Figure 9. The differential expression of cerato ulmin gene after treatments with plant defense elicitors using M75-LUC and M75-GUS reporter systems.

(a) M75-LUC (L8) transgenic fungal strain was used to observe the induction kinetics of cerato ulmin gene in liquid media treated with 0.01% ethanol (Control), SA (1, 2, 4 mM) or MeJA (25, 50, 100 μM). The relative luminescence units (RLU) were recorded for each sample every 24 h and for 144 h after treatment. Values represent the mean ( ± SE) of three biological replicates. (b) The fresh weight (gm) of fungal pellet was determined after treatment of fungal liquid media with 0.01% ethanol (Control), SA (1, 2, 4 mM) or MeJA (25, 50, 100 μM) for 144 h.

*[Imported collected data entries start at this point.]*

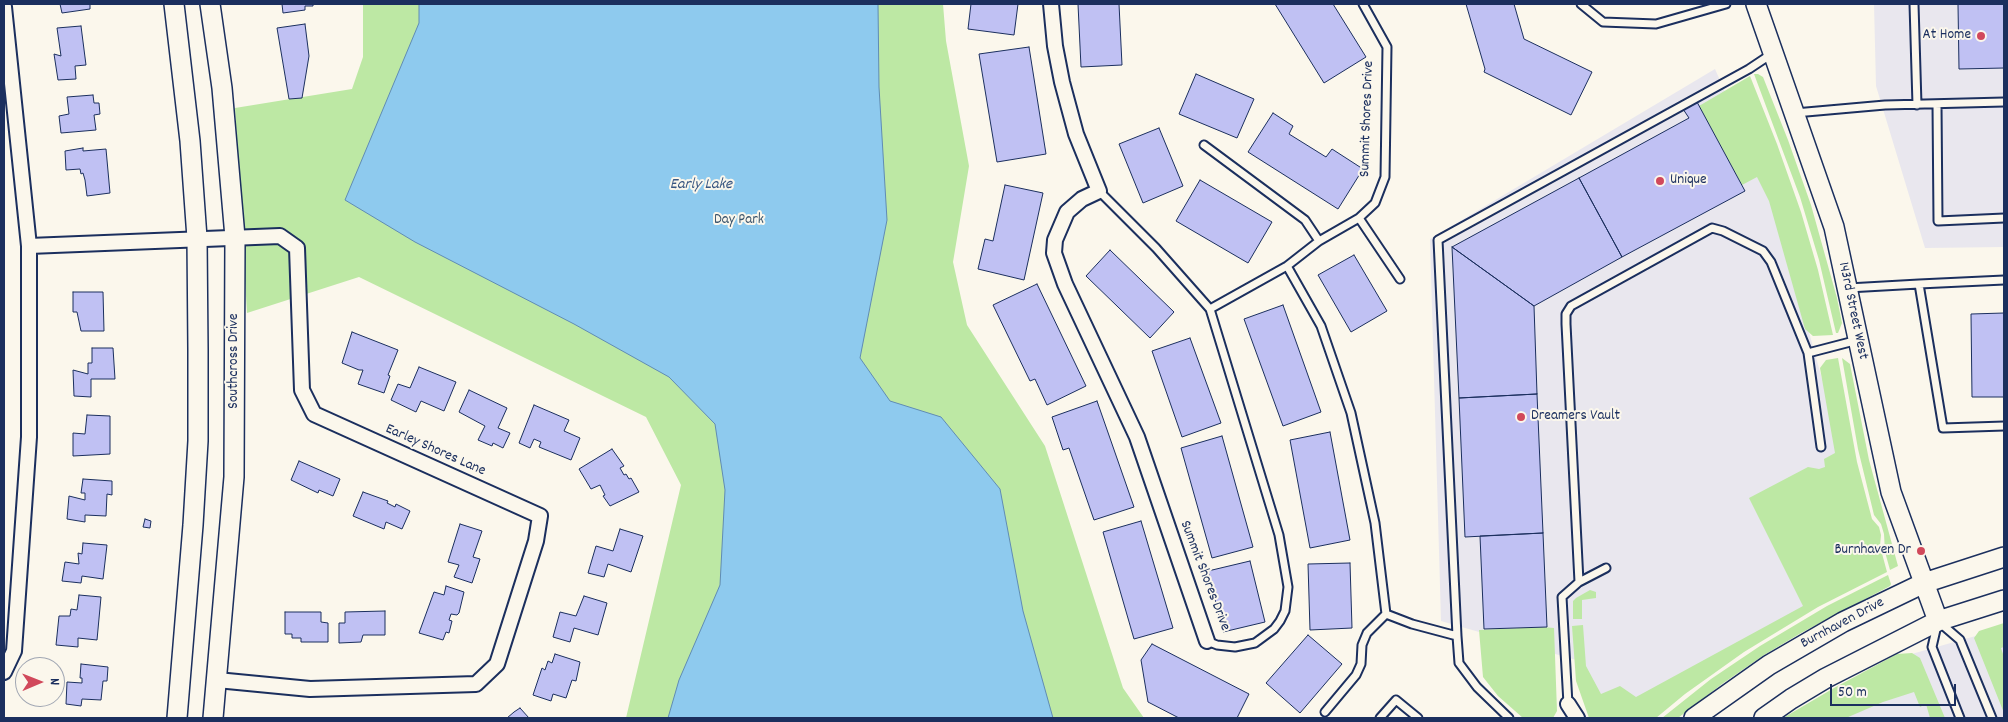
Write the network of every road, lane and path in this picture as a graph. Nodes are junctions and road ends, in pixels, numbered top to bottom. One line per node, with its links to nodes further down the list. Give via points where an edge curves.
1 (174, 4): 20 (street, via 190,141)
2 (210, 4): 19 (street, Southcross Drive, via 222,88)
3 (1051, 4): 16 (street, Summit Shores Drive, via 1062,82 1076,134)
4 (1363, 4): 17 (lane, Summit Shores Drive, via 1387,47 1385,177 1375,203)
5 (1581, 4): 6 (lane, via 1603,22 1656,24)
6 (1726, 4)
7 (1756, 4): 10 (street, 143rd Street West)
8 (1914, 4): 12 (lane)
9 (4, 7): 22 (street)
10 (1773, 53): 14 (street, 143rd Street West); 40 (lane, via 1438,240)
11 (2004, 102): 13 (lane)
12 (1917, 104): 13 (lane); 14 (lane)
13 (1937, 104): 18 (lane, via 1938,221)
14 (1794, 114): 27 (street, 143rd Street West, via 1834,227)
15 (1204, 145): 21 (lane, via 1305,220)
16 (1099, 191): 28 (lane, Summit Shores Drive); 41 (street, Summit Shores Drive, via 1082,199 1067,212 1055,240 1054,253 1065,284 1137,437)
17 (1359, 218): 21 (lane, Summit Shores Drive); 24 (lane)
18 (2004, 218)
19 (235, 237): 20 (street, Earley Shores Lane); 43 (street, Southcross Drive, via 234,476); 43 (street, Earley Shores Lane, via 280,236 297,248 302,390 314,414 540,516 536,541 497,664 476,684 310,689)
20 (197, 238): 22 (street, Earley Shores Lane); 46 (street, via 198,441)
21 (1319, 241): 23 (lane, Summit Shores Drive)
22 (29, 246): 42 (street, via 29,436 14,651)
23 (1287, 266): 28 (lane, Summit Shores Drive); 38 (lane, via 1321,326 1351,413 1375,523)
24 (1400, 279)
25 (2004, 280): 26 (lane)
26 (1919, 284): 27 (lane); 31 (lane, via 1943,428)
27 (1847, 288): 29 (street, 143rd Street West)
28 (1210, 309): 41 (lane, Summit Shores Drive, via 1279,535 1288,588 1285,611 1274,629 1255,643 1235,647)
29 (1858, 340): 30 (lane); 36 (street, 143rd Street West, via 1891,492)
30 (1808, 353): 32 (lane); 35 (lane, via 1771,262 1763,251 1712,228 1571,306 1566,314 1566,324)
31 (2004, 426)
32 (1821, 448)
33 (2004, 557): 36 (street, Burnhaven Drive)
34 (1606, 568): 35 (lane)
35 (1579, 582): 44 (lane, via 1562,597)
36 (1924, 583): 39 (street, 143rd Street West); 53 (street, Burnhaven Drive, via 1806,643)
37 (2004, 600): 39 (street)
38 (1386, 614): 40 (lane); 45 (lane, via 1367,633 1356,675)
39 (1938, 621): 54 (street, via 1826,678); 55 (lane, via 1932,647); 56 (lane, via 1960,640)
40 (1457, 636): 50 (lane, via 1459,663 1477,687)
41 (1208, 641)
42 (4, 672)
43 (217, 680): 47 (street, Southcross Drive)
44 (1568, 704): 51 (street); 52 (street)
45 (1325, 712)
46 (177, 718)
47 (214, 718)
48 (1380, 718): 49 (lane, via 1396,700)
49 (1418, 718)
50 (1509, 718)
51 (1568, 718)
52 (1577, 718)
53 (1694, 718)
54 (1764, 718)
55 (1960, 718)
56 (1992, 718)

Values marked with the same letter are not significantly different (P < 0.05). (c) M75-GUS (L4) transgenic fungal strain was used to observe the differential expression of cerato ulmin in solid media treated with 5 ml of 0.01% ethanol, SA (2 mM) or MeAJ (50 μM) for 24 h and then stained with GUS staining solution for 24 h at 37 °C. Each plate contains four mycelial plugs of (M75-GUS) strain and one mycelial plug of (M75-LUC) strain (negative control). (d) The expression of On-Cerato-ulmin gene was quantified in fungal tissues grown in liquid medium treated with 0.01% ethanol (Control), SA (2 mM) or MeJA (50 μM) for 122 h. The expression of On-Cerato-ulmin was examined in three strains of O. ulmi (H200-O, H956, Q412T-O) and O. novo-ulmi (VA-3 O, FG245-O, MH75-4 O). Values represent the mean (±SE) of four biological replicates. The expression of On-Cerato-ulmin was normalized to that of On-Actin in the same sample and was calculated relative to the expression of On-Cerato ulmin in H200-O control sample. Values marked with an asterisk (*) are significantly lower (≤4-times) compared to the control treatment (P < 0.05).